Stored items from a collection:

►

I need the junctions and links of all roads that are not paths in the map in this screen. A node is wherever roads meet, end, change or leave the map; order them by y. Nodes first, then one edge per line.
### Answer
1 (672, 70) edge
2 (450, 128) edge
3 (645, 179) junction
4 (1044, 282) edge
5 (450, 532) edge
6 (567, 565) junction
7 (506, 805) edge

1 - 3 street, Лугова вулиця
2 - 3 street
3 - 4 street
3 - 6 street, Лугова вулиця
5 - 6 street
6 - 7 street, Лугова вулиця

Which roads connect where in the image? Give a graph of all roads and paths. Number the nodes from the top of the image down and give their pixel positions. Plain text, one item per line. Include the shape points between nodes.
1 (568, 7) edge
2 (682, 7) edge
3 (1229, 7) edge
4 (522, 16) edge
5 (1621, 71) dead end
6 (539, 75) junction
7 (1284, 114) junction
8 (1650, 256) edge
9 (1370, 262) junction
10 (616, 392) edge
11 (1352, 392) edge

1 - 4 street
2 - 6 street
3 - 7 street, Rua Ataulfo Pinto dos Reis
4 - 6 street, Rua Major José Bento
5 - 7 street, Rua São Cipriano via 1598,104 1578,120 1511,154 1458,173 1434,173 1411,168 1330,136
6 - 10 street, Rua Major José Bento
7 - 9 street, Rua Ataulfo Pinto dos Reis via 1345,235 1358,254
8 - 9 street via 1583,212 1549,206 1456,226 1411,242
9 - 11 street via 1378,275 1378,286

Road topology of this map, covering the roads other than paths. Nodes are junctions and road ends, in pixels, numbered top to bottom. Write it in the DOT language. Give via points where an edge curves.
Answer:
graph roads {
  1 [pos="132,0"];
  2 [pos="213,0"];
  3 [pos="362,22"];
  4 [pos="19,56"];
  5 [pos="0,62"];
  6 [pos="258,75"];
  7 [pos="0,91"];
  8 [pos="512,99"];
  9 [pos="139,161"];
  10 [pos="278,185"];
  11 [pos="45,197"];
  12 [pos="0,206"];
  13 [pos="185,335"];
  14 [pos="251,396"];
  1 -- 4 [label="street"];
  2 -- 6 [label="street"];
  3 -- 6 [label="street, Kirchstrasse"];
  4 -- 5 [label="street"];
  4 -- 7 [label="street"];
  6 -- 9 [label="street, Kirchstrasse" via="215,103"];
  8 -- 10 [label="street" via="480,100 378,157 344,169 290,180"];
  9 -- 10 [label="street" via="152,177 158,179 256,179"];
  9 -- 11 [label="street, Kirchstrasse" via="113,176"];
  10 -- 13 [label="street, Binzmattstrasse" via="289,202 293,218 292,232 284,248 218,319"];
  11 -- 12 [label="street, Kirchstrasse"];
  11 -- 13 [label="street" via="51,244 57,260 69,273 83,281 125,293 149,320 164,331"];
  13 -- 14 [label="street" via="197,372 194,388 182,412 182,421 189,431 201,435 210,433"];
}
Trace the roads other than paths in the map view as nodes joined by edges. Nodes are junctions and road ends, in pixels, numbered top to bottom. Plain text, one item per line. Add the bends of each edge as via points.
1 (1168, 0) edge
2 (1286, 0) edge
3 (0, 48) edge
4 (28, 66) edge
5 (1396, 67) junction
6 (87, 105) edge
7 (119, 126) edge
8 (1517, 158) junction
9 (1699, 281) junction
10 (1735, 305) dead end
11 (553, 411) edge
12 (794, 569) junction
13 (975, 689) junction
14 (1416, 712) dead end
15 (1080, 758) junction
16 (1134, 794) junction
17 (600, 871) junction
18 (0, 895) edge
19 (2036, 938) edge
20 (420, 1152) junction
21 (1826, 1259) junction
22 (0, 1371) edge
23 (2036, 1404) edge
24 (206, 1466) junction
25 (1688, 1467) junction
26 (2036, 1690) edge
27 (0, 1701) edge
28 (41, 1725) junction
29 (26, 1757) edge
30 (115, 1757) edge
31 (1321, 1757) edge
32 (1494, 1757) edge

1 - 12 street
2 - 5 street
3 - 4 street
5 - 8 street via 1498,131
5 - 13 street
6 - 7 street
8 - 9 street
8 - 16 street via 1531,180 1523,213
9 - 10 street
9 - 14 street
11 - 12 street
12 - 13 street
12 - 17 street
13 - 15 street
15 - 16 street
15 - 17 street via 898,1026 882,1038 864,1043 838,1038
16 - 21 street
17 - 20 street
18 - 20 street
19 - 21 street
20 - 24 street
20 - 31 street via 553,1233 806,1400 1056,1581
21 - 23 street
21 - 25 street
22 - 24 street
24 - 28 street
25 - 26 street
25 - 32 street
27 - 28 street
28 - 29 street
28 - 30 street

◄

Only the lines from the one containing "Trace the roads" through the end of the data above are wanted, both ends included; restate them word for word.

The answer:
Trace the roads other than paths in the map view as nodes joined by edges. Nodes are junctions and road ends, in pixels, numbered top to bottom. Plain text, one item per line. Add the bends of each edge as via points.
1 (1168, 0) edge
2 (1286, 0) edge
3 (0, 48) edge
4 (28, 66) edge
5 (1396, 67) junction
6 (87, 105) edge
7 (119, 126) edge
8 (1517, 158) junction
9 (1699, 281) junction
10 (1735, 305) dead end
11 (553, 411) edge
12 (794, 569) junction
13 (975, 689) junction
14 (1416, 712) dead end
15 (1080, 758) junction
16 (1134, 794) junction
17 (600, 871) junction
18 (0, 895) edge
19 (2036, 938) edge
20 (420, 1152) junction
21 (1826, 1259) junction
22 (0, 1371) edge
23 (2036, 1404) edge
24 (206, 1466) junction
25 (1688, 1467) junction
26 (2036, 1690) edge
27 (0, 1701) edge
28 (41, 1725) junction
29 (26, 1757) edge
30 (115, 1757) edge
31 (1321, 1757) edge
32 (1494, 1757) edge

1 - 12 street
2 - 5 street
3 - 4 street
5 - 8 street via 1498,131
5 - 13 street
6 - 7 street
8 - 9 street
8 - 16 street via 1531,180 1523,213
9 - 10 street
9 - 14 street
11 - 12 street
12 - 13 street
12 - 17 street
13 - 15 street
15 - 16 street
15 - 17 street via 898,1026 882,1038 864,1043 838,1038
16 - 21 street
17 - 20 street
18 - 20 street
19 - 21 street
20 - 24 street
20 - 31 street via 553,1233 806,1400 1056,1581
21 - 23 street
21 - 25 street
22 - 24 street
24 - 28 street
25 - 26 street
25 - 32 street
27 - 28 street
28 - 29 street
28 - 30 street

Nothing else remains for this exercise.